--- START ---
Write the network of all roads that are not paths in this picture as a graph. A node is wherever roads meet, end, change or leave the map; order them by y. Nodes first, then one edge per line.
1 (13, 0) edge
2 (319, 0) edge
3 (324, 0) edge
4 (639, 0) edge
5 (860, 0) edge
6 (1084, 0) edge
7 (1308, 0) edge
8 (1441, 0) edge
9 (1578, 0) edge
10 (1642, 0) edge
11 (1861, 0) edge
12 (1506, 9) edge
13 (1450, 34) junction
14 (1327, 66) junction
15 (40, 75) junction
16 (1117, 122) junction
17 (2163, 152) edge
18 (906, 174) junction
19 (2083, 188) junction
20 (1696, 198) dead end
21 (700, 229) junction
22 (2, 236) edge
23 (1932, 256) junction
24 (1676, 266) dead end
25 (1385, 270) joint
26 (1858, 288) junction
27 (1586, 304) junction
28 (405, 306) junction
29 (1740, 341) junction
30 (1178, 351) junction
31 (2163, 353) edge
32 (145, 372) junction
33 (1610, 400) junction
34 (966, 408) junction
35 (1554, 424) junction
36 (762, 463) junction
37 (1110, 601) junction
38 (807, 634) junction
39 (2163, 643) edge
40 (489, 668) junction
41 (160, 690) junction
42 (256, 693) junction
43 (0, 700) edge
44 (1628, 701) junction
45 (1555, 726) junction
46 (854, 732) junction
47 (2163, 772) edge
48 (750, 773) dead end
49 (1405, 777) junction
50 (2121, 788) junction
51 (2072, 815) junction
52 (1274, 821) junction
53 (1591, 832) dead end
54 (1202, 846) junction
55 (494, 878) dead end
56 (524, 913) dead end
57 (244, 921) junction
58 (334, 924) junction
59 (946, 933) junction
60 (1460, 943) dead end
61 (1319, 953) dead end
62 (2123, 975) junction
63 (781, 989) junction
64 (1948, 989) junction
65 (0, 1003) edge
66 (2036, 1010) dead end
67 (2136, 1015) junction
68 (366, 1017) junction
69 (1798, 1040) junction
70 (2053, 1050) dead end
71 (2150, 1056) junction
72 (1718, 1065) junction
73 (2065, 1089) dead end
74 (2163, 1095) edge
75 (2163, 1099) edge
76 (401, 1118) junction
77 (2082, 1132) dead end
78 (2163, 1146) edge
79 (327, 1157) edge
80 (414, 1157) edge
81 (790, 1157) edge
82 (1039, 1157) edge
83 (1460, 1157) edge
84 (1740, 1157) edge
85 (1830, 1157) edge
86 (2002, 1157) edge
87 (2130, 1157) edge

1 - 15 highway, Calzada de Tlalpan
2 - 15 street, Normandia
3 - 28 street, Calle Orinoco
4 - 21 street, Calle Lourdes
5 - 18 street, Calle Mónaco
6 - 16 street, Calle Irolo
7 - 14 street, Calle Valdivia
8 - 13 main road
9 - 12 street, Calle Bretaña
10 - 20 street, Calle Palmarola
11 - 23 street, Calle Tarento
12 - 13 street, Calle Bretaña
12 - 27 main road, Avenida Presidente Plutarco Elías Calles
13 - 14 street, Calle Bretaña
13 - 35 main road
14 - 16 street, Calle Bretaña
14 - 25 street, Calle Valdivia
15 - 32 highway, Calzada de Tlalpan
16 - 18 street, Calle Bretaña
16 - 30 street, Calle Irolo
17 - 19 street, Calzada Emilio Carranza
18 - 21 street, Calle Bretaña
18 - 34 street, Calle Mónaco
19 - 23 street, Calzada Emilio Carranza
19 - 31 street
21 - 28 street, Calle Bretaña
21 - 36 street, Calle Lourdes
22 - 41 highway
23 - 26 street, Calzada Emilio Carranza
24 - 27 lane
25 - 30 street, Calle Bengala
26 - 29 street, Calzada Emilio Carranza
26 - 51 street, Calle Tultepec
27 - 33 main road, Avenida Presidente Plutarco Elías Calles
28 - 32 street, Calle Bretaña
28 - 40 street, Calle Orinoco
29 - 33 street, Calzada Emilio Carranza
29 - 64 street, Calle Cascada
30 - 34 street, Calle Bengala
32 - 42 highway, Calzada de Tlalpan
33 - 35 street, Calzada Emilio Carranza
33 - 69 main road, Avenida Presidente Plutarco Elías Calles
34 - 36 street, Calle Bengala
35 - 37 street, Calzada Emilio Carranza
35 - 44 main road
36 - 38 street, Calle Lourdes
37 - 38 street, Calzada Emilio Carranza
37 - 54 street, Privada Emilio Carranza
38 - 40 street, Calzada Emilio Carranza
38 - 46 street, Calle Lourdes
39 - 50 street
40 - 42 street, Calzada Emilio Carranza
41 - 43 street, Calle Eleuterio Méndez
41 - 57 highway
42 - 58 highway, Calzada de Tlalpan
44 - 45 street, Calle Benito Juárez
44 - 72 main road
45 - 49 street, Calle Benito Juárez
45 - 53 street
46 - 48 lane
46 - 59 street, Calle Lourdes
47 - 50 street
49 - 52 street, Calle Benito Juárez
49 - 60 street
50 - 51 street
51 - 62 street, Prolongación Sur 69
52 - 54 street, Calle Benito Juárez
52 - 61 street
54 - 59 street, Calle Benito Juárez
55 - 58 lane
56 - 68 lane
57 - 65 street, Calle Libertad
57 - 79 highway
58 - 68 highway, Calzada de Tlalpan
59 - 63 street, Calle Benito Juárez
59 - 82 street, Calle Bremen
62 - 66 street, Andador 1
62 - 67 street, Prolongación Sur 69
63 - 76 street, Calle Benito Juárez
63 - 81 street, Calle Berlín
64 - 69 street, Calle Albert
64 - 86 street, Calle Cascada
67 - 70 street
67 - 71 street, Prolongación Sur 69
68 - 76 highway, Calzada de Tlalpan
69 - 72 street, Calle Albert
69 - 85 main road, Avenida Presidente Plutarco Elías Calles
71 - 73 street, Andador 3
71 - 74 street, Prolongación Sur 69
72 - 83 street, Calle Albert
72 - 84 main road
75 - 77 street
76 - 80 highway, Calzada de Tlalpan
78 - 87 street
--- END ---
■ WHAT YOU NEED TO DO ■
Which lines in the records above contain the string "Bretaña"? Copy them.

■ ANSWER SPACE ■
9 - 12 street, Calle Bretaña
12 - 13 street, Calle Bretaña
13 - 14 street, Calle Bretaña
14 - 16 street, Calle Bretaña
16 - 18 street, Calle Bretaña
18 - 21 street, Calle Bretaña
21 - 28 street, Calle Bretaña
28 - 32 street, Calle Bretaña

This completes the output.